Red Hat Bugzilla – Bug 448942
[NetApp 5.3 bug] multipathd segfaults while stopping
Last modified: 2010-01-11 21:42:41 EST
Description of problem:
multipathd segfaults while stopping on RHEL5.2 GA. This is seen more frequently
with FCP setups than iSCSI.
Version: RHEL5.2 GA
# uname -a
Linux lnx199-115.lab.eng.btc.netapp.in 2.6.18-92.el5 #1 SMP Tue Apr 29 13:16:15
EDT 2008 x86_64 x86_64 x86_64 GNU/Linux
# rpm -qa | grep device
Steps to Reproduce:
1. Map about 5 LUNs to the host, with 4 paths each (5 x 4 = 20 paths).
2. Discover the LUNs and verify the maps are configured properly.
3. Stop the daemon -
# /etc/init.d/multipathd stop
multipathd segfaults while shutting down.

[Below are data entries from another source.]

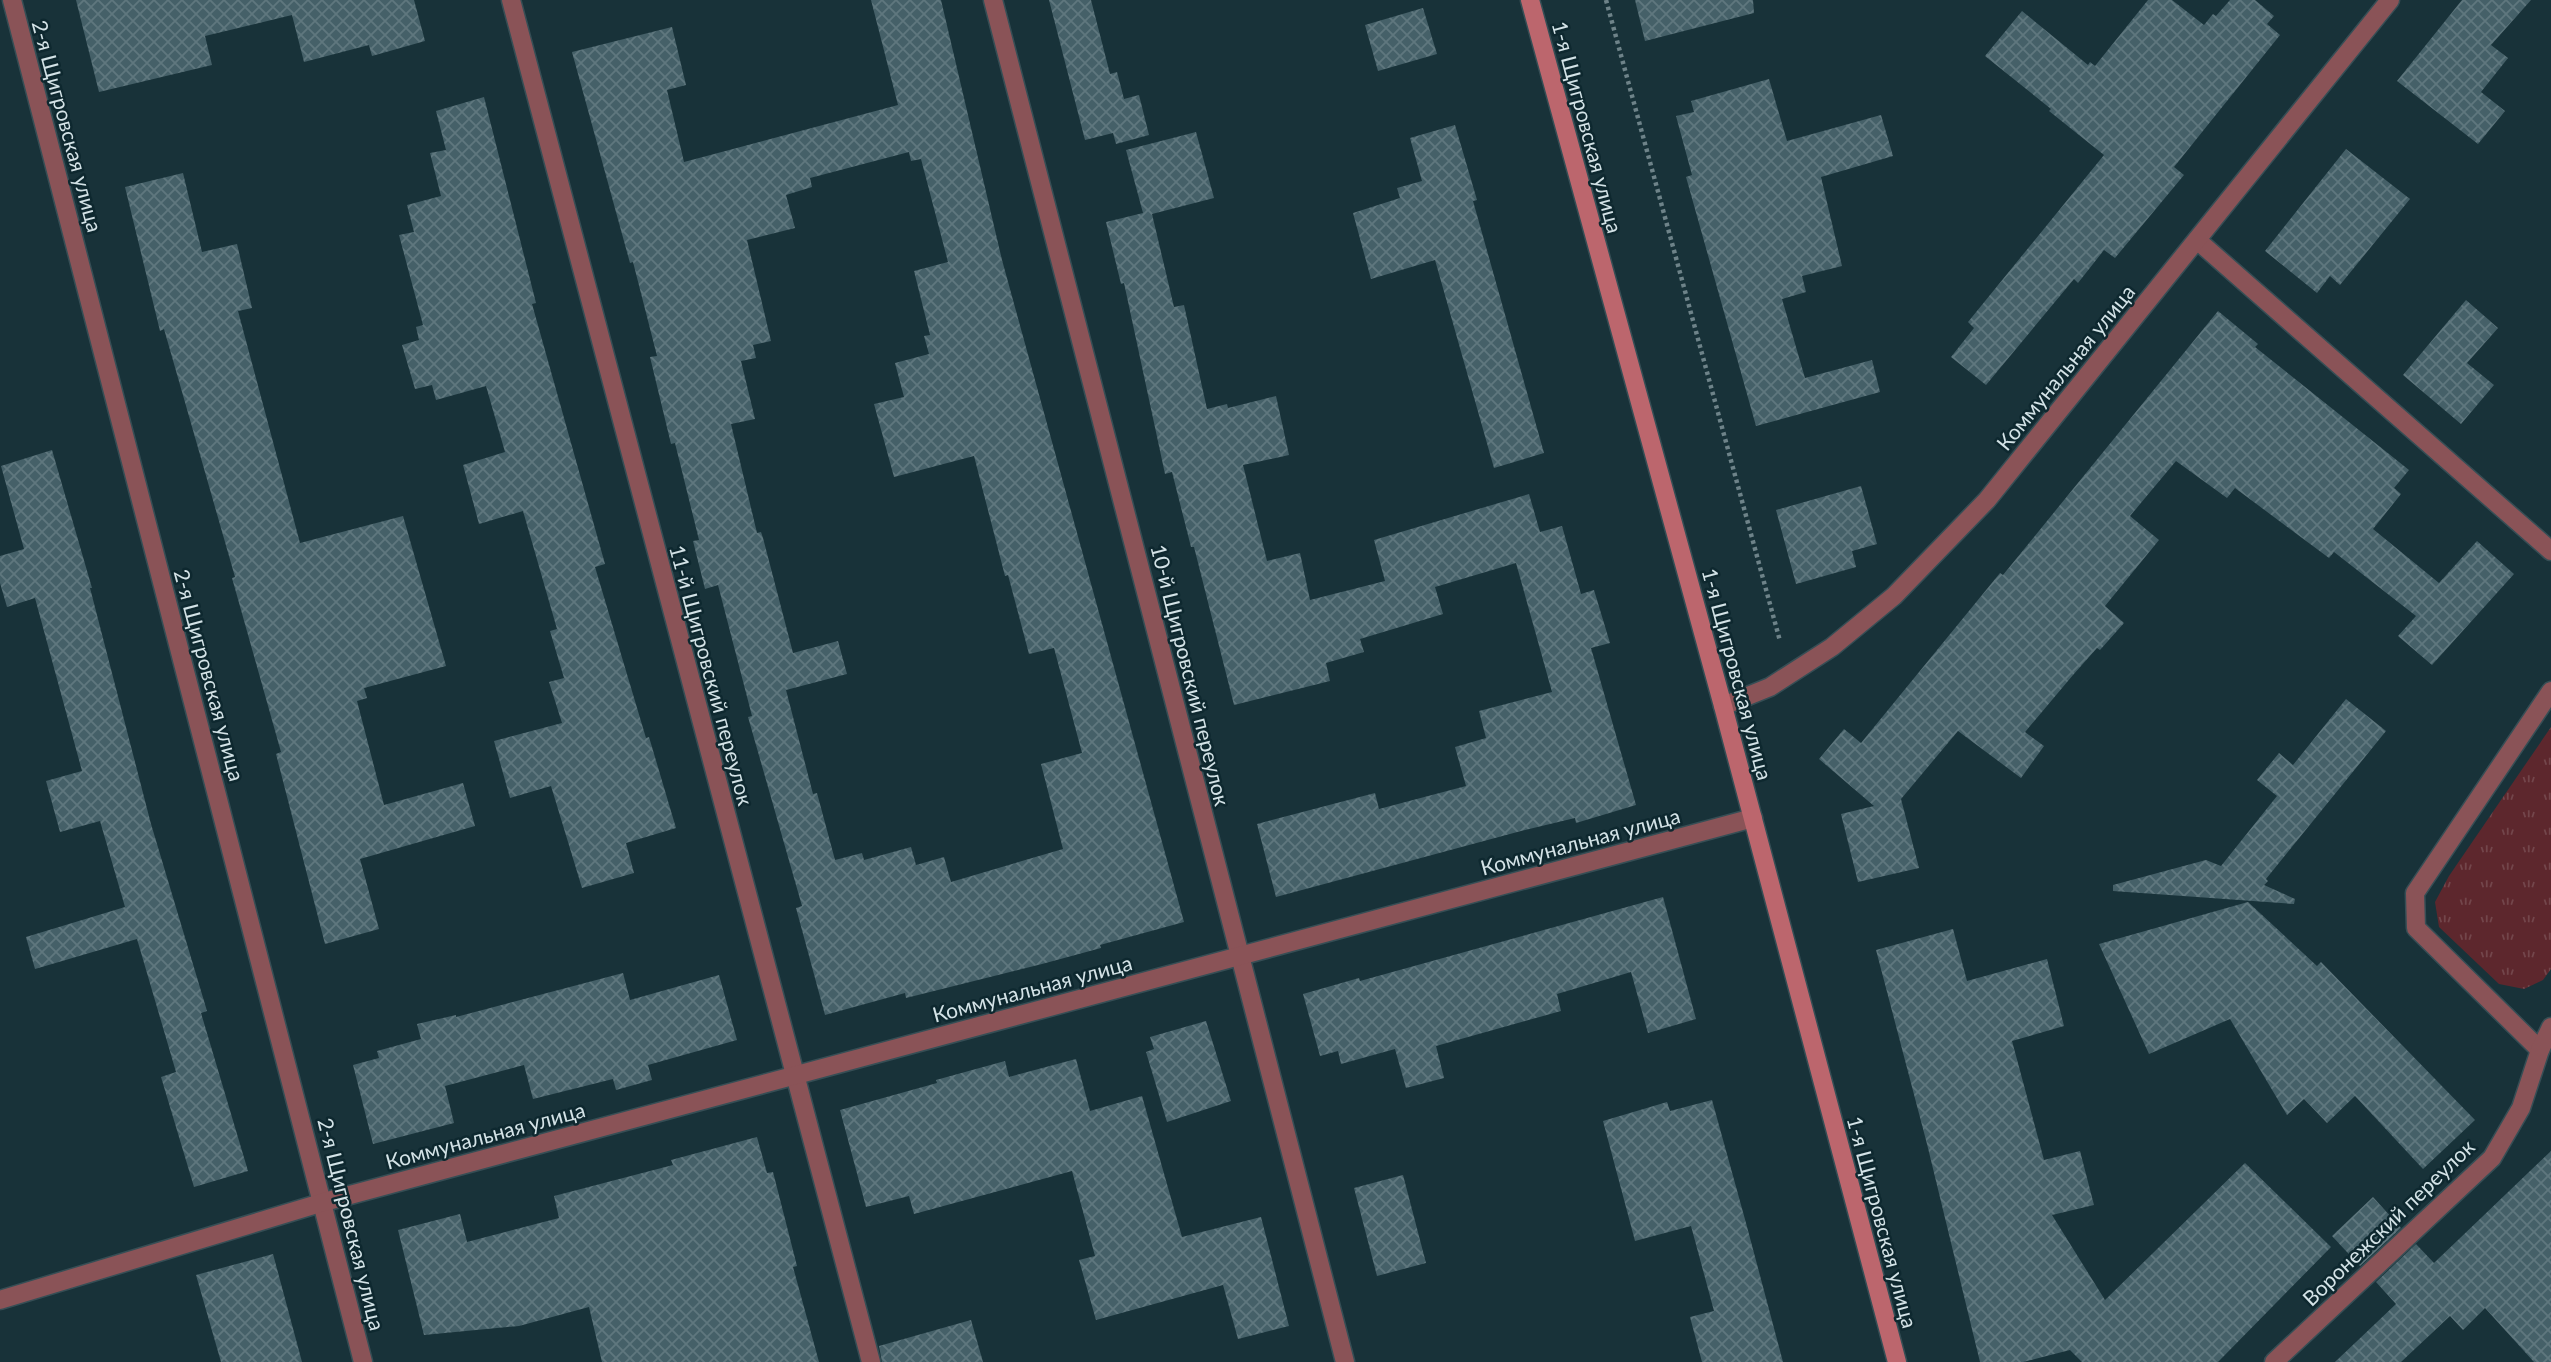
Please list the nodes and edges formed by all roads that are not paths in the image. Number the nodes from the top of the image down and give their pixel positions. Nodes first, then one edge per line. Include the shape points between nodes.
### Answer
1 (12, 0) edge
2 (510, 0) edge
3 (993, 0) edge
4 (1530, 0) edge
5 (2390, 0) edge
6 (2197, 240) junction
7 (2551, 551) edge
8 (2551, 691) edge
9 (1723, 706) junction
10 (1753, 818) junction
11 (1240, 956) junction
12 (2551, 1027) edge
13 (2540, 1050) junction
14 (794, 1076) junction
15 (324, 1202) junction
16 (0, 1300) edge
17 (363, 1362) edge
18 (871, 1362) edge
19 (1345, 1362) edge
20 (1897, 1362) edge
21 (2274, 1362) edge

1 - 15 street, 2-я Щигровская улица
2 - 14 street, 11-й Щигровский переулок
3 - 11 street, 10-й Щигровский переулок
4 - 9 street, 1-я Щигровская улица
5 - 6 street, Коммунальная улица
6 - 7 street
6 - 9 street, Коммунальная улица via 1987,500 1894,596 1832,647 1770,687
8 - 13 street via 2415,893 2416,928
9 - 10 street, 1-я Щигровская улица
10 - 11 street, Коммунальная улица
10 - 20 street, 1-я Щигровская улица
11 - 14 street, Коммунальная улица
11 - 19 street, 10-й Щигровский переулок
12 - 13 street, Воронежский переулок
13 - 21 street, Воронежский переулок via 2521,1108 2492,1157
14 - 15 street, Коммунальная улица
14 - 18 street, 11-й Щигровский переулок
15 - 16 street, Коммунальная улица
15 - 17 street, 2-я Щигровская улица

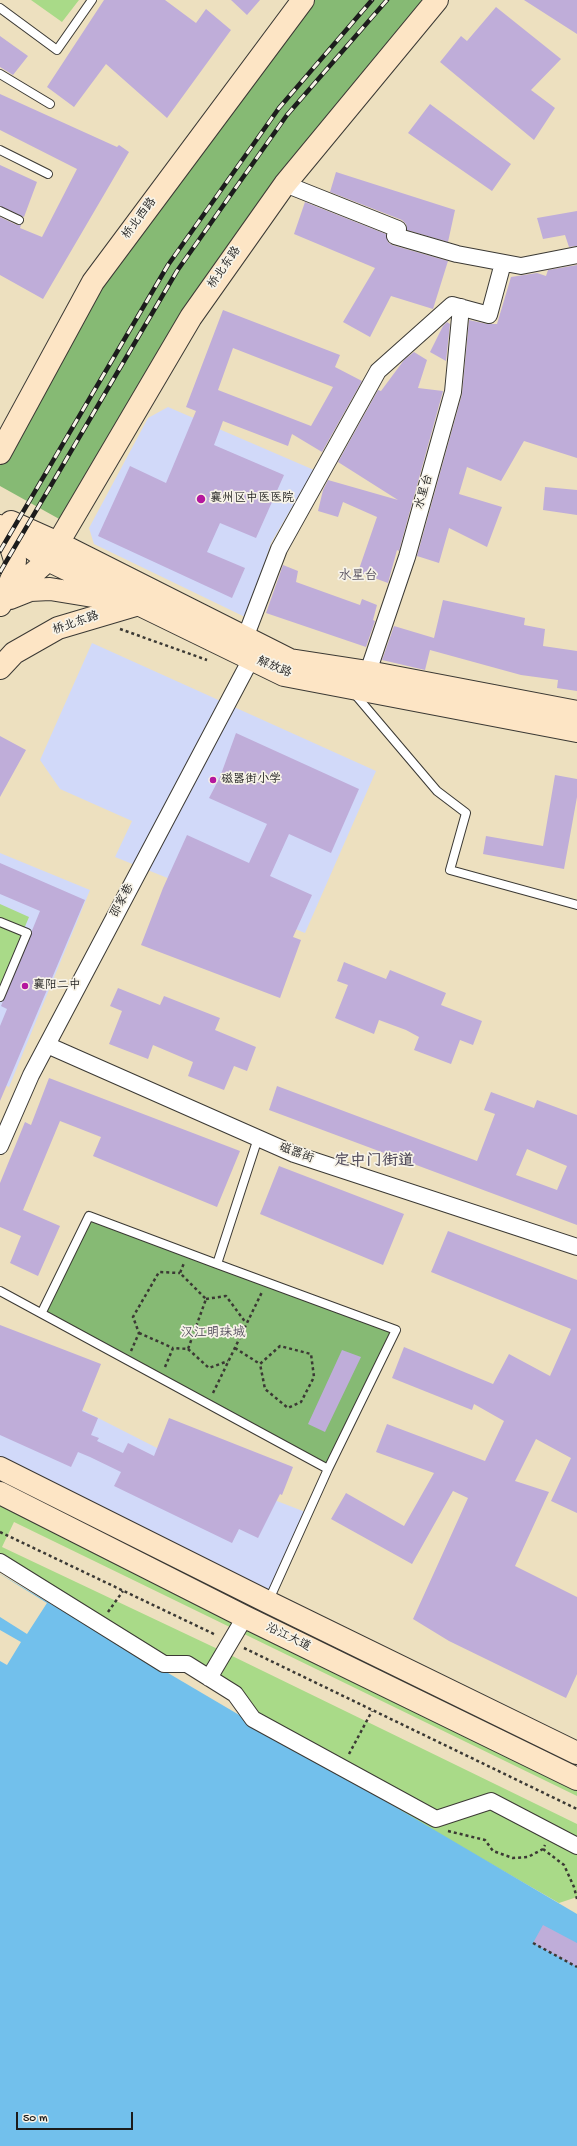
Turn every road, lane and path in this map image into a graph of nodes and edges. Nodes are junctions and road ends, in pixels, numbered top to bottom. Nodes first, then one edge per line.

Below are the extracts from the /var/log/messages -
May 29 18:47:20 lnx199-115 multipathd: --------shut down-------
May 29 18:47:20 lnx199-115 kernel: multipathd: segfault at
000000000000001a rip 000000311d470fe0 rsp 00007fff280217c0 error 4
multipathd should stop gracefully.
My multipath.conf looks like below -
# cat /etc/multipath.conf
getuid_callout "/sbin/scsi_id -g -u -s /block/%n"
prio_callout "/sbin/mpath_prio_ontap /dev/%n"
features "1 queue_if_no_path"
This issue is independent of SELinux config. Seen with both Enforcing and Disabled.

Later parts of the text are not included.